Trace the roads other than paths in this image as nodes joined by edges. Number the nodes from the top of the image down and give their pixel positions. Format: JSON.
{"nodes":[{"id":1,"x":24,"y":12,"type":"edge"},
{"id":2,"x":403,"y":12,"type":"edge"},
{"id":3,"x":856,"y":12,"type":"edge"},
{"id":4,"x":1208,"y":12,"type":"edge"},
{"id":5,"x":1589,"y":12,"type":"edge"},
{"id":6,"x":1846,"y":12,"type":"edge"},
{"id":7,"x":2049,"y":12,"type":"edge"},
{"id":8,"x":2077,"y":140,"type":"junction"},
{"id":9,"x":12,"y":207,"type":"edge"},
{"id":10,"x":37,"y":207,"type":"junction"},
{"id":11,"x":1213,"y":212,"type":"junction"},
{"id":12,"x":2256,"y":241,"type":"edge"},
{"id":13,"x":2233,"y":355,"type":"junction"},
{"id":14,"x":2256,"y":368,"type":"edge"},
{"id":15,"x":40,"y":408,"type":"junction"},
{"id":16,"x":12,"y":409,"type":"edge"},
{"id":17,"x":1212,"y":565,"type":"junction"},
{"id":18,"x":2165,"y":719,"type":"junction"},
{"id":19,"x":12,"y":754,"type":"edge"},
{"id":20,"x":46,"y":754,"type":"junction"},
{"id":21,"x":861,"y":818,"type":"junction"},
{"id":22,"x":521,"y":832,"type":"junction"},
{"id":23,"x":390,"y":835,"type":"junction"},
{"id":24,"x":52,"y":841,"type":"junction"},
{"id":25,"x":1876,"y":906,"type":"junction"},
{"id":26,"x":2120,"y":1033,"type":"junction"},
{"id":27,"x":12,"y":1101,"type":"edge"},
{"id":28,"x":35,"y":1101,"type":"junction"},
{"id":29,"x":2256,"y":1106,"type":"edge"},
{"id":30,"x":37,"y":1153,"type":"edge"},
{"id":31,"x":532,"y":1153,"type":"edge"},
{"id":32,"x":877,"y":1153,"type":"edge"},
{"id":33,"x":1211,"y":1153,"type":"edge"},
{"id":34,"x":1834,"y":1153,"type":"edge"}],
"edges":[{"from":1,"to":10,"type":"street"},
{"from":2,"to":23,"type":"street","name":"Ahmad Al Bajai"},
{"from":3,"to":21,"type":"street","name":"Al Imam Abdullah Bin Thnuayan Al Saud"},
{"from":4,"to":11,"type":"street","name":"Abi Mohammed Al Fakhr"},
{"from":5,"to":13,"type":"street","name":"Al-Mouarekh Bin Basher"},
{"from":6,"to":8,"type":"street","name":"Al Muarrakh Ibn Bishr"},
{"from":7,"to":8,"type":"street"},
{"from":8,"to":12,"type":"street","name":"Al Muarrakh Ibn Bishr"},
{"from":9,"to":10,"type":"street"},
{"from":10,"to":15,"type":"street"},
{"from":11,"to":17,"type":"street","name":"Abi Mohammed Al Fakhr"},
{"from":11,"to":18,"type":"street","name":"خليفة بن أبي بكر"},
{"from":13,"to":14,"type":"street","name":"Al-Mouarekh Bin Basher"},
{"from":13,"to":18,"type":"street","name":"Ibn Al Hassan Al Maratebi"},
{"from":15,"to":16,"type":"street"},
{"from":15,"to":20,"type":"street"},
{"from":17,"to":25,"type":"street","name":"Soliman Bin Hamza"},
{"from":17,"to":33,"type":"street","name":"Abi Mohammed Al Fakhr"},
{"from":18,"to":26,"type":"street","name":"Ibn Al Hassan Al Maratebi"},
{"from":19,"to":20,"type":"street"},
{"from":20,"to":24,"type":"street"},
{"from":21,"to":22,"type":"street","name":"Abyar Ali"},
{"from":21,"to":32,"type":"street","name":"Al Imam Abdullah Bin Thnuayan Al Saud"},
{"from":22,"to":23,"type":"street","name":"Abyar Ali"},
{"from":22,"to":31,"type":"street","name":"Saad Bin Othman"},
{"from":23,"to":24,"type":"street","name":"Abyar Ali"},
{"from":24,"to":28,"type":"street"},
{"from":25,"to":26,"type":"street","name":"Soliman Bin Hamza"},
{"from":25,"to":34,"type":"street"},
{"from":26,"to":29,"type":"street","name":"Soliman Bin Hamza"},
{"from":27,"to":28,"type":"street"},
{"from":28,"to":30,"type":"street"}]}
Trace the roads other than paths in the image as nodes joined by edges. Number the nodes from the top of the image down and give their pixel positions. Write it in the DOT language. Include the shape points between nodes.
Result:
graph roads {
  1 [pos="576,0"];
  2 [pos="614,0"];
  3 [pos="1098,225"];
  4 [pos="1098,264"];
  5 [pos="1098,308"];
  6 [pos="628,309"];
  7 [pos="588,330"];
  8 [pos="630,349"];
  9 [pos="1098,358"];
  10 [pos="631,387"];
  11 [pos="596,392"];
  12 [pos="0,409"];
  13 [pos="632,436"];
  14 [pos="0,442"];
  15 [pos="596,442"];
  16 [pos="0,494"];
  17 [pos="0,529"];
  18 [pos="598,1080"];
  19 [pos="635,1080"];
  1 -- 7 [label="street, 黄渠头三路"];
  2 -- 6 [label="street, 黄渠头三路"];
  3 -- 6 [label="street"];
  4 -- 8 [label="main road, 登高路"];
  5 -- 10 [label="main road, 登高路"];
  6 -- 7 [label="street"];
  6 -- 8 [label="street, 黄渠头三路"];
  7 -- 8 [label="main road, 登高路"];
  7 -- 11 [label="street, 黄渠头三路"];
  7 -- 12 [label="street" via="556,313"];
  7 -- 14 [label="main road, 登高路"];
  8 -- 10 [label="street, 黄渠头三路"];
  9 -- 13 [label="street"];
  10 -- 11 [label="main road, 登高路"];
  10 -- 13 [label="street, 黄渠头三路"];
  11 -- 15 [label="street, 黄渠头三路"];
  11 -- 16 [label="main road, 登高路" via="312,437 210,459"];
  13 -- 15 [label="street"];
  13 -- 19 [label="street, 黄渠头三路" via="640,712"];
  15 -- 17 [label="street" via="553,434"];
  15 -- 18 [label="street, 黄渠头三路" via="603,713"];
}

Exercise requirements
Your answer should consist of the lines of the listing that contain "Muarrakh", copied as they stand.

Output of the task
{"from":6,"to":8,"type":"street","name":"Al Muarrakh Ibn Bishr"},
{"from":8,"to":12,"type":"street","name":"Al Muarrakh Ibn Bishr"},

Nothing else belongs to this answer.